[REQUIRED WORK] In full and without alteration, return the records below.
[DATA]
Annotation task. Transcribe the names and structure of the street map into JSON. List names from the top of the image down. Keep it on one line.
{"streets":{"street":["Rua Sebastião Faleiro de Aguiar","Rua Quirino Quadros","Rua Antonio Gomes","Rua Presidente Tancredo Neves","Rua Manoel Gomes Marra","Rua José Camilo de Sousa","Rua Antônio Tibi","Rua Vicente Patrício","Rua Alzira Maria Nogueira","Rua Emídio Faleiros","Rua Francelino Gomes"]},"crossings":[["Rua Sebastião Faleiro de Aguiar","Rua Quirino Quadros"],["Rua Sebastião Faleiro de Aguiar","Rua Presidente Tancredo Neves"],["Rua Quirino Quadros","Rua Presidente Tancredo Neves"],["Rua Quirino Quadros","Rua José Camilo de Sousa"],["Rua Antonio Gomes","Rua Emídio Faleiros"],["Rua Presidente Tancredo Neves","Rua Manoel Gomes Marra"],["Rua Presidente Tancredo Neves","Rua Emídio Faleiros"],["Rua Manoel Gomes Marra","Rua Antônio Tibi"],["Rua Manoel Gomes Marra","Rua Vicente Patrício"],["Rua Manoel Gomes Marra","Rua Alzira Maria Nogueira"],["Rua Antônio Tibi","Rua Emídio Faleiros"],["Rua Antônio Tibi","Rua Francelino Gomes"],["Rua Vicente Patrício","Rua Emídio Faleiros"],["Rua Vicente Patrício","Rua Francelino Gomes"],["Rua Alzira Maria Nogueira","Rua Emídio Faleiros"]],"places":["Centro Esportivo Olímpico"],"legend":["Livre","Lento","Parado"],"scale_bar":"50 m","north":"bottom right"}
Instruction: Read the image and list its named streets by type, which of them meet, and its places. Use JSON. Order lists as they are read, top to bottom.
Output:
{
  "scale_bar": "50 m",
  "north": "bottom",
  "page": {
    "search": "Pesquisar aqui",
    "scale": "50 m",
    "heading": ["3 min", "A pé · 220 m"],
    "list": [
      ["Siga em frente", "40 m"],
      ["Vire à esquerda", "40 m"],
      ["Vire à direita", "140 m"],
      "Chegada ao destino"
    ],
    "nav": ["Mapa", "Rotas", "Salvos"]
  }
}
[/DATA]
[ANSWER SECTION]
Annotation task. Transcribe the names and structure of the street map into JSON. List names from the top of the image down. Keep it on one line.
{"streets":{"street":["Rua Sebastião Faleiro de Aguiar","Rua Quirino Quadros","Rua Antonio Gomes","Rua Presidente Tancredo Neves","Rua Manoel Gomes Marra","Rua José Camilo de Sousa","Rua Antônio Tibi","Rua Vicente Patrício","Rua Alzira Maria Nogueira","Rua Emídio Faleiros","Rua Francelino Gomes"]},"crossings":[["Rua Sebastião Faleiro de Aguiar","Rua Quirino Quadros"],["Rua Sebastião Faleiro de Aguiar","Rua Presidente Tancredo Neves"],["Rua Quirino Quadros","Rua Presidente Tancredo Neves"],["Rua Quirino Quadros","Rua José Camilo de Sousa"],["Rua Antonio Gomes","Rua Emídio Faleiros"],["Rua Presidente Tancredo Neves","Rua Manoel Gomes Marra"],["Rua Presidente Tancredo Neves","Rua Emídio Faleiros"],["Rua Manoel Gomes Marra","Rua Antônio Tibi"],["Rua Manoel Gomes Marra","Rua Vicente Patrício"],["Rua Manoel Gomes Marra","Rua Alzira Maria Nogueira"],["Rua Antônio Tibi","Rua Emídio Faleiros"],["Rua Antônio Tibi","Rua Francelino Gomes"],["Rua Vicente Patrício","Rua Emídio Faleiros"],["Rua Vicente Patrício","Rua Francelino Gomes"],["Rua Alzira Maria Nogueira","Rua Emídio Faleiros"]],"places":["Centro Esportivo Olímpico"],"legend":["Livre","Lento","Parado"],"scale_bar":"50 m","north":"bottom right"}
Instruction: Read the image and list its named streets by type, which of them meet, and its places. Use JSON. Order lists as they are read, top to bottom.
Output:
{
  "scale_bar": "50 m",
  "north": "bottom",
  "page": {
    "search": "Pesquisar aqui",
    "scale": "50 m",
    "heading": ["3 min", "A pé · 220 m"],
    "list": [
      ["Siga em frente", "40 m"],
      ["Vire à esquerda", "40 m"],
      ["Vire à direita", "140 m"],
      "Chegada ao destino"
    ],
    "nav": ["Mapa", "Rotas", "Salvos"]
  }
}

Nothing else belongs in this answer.